The mechanism of resetting of amplitude of the oscillations can be contrasted with those involving resetting of the phase of the oscillations in connection with open-loop [75] and closed-loop [52, 7678] DBS paradigms. For instance, the phase resetting approaches of [78] involves ensemble of coupled Kuramoto phase-oscillators [79] and includes linear and non-linear feedback. A related approach regarding the open-loop DBS mechanism is considered in [75], where the emphasis is put on the desynchronizing effects of the stimulation due to the interaction with the intrinsic oscillatory mechanism of globus pallidus neurons. In the target nuclei neurons are not interacting and the stimulation tends to cancel the synchronizing effect of a common input. It would be clearly interesting to implement this approach in the context of a network architecture such as the one we use in this paper.

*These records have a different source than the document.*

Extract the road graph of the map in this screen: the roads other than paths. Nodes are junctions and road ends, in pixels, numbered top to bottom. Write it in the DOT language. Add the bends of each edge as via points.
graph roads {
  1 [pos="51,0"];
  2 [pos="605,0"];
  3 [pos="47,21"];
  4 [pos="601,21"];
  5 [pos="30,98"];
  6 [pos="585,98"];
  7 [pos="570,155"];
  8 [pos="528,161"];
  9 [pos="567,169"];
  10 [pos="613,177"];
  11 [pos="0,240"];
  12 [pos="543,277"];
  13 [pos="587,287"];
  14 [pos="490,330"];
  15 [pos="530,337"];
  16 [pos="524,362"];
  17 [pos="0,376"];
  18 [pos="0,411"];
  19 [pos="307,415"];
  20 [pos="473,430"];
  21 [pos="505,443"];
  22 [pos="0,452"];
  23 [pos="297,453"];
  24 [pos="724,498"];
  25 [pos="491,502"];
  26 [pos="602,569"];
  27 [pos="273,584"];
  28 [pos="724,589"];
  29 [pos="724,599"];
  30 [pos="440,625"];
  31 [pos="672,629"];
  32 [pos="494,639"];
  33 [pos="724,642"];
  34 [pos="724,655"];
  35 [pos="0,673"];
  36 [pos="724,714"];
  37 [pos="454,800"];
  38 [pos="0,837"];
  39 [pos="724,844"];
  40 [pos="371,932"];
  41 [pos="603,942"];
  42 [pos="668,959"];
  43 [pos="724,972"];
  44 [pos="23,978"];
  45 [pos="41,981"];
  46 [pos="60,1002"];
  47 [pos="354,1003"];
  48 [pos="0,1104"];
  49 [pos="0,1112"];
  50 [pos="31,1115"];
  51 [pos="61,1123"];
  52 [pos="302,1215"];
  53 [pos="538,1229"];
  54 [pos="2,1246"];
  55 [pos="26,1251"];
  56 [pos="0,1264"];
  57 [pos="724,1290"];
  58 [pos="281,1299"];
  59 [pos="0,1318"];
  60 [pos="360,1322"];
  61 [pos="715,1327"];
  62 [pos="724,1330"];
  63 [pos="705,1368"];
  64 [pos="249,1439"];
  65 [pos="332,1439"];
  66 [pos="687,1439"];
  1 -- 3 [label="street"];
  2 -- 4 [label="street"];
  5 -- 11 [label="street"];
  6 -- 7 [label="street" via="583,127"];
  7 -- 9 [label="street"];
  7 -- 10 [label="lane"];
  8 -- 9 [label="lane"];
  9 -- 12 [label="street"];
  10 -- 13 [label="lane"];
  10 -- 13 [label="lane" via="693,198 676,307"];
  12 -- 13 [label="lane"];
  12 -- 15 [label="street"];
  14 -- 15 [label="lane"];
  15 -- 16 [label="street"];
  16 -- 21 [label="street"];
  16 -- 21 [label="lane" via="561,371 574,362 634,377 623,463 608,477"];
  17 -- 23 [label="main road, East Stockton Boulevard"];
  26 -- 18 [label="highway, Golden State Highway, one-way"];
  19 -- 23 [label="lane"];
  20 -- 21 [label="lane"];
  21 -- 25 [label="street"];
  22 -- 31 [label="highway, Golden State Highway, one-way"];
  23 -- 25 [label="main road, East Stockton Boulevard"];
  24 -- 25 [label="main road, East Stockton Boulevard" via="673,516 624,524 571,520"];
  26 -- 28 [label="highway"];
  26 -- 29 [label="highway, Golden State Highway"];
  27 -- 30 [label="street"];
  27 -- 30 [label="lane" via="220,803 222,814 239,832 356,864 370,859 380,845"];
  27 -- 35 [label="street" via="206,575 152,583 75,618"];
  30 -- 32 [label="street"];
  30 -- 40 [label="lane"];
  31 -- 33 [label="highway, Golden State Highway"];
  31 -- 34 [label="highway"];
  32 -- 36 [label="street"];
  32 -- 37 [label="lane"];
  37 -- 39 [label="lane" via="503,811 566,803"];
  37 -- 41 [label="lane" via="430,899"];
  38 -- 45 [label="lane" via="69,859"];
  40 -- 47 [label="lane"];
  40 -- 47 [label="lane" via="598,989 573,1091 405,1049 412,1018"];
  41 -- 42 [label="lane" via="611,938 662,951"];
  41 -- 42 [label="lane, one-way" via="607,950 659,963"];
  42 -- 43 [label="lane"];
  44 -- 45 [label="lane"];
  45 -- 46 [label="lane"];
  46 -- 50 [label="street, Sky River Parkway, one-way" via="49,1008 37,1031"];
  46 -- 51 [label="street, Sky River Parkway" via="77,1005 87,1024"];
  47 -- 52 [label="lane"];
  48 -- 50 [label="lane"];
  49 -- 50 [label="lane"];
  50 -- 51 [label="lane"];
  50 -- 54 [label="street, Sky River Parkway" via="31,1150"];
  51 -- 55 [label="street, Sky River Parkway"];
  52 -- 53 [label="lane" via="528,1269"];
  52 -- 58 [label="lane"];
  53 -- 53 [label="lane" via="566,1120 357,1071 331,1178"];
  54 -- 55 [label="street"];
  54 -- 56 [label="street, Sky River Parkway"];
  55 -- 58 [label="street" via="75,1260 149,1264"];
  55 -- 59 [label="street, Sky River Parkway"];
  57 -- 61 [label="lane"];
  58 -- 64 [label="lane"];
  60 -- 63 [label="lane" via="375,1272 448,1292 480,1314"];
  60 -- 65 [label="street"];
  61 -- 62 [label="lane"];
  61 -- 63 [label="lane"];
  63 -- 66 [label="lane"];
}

Let us emphasize that in this work we have focused on exaggerated β-oscillations as proxy for parkinsonian pathology. Extensive evidence indeed exists indicating that abnormally synchronized activity patterns in the β-band (13-35 Hz in humans) are a hallmark of untreated PD [1619]. Besides, there is also evidence showing that in a significant number of patients/cases, HFS allows alleviation of the PD motor symptoms concurrently with the reduction of exaggerated oscillations in the β-band [16]. In addition, it is worth noting that the clinical relevance of the HFS, above 100 Hz, seems to be especially puzzling given that the frequency of exaggerated oscillations in the β-band is at least three times lower. The latter is a major open issue whose study is relevant for the understanding of the underlying dynamics regarding the stimulated BG nuclei, and this remains true independently from the fact that the functional significance of excessive β-oscillations in terms of a mechanistic causal connection with the symptoms of PD has not yet been demonstrated. In fact, our spatially structured model (in which we extend the model previously reported in [35]) predicts that the loss of selection ability occurs before the appearance of oscillations, suggesting that PD motor impairments are not exclusively related to abnormal oscillatory activity in the β-band.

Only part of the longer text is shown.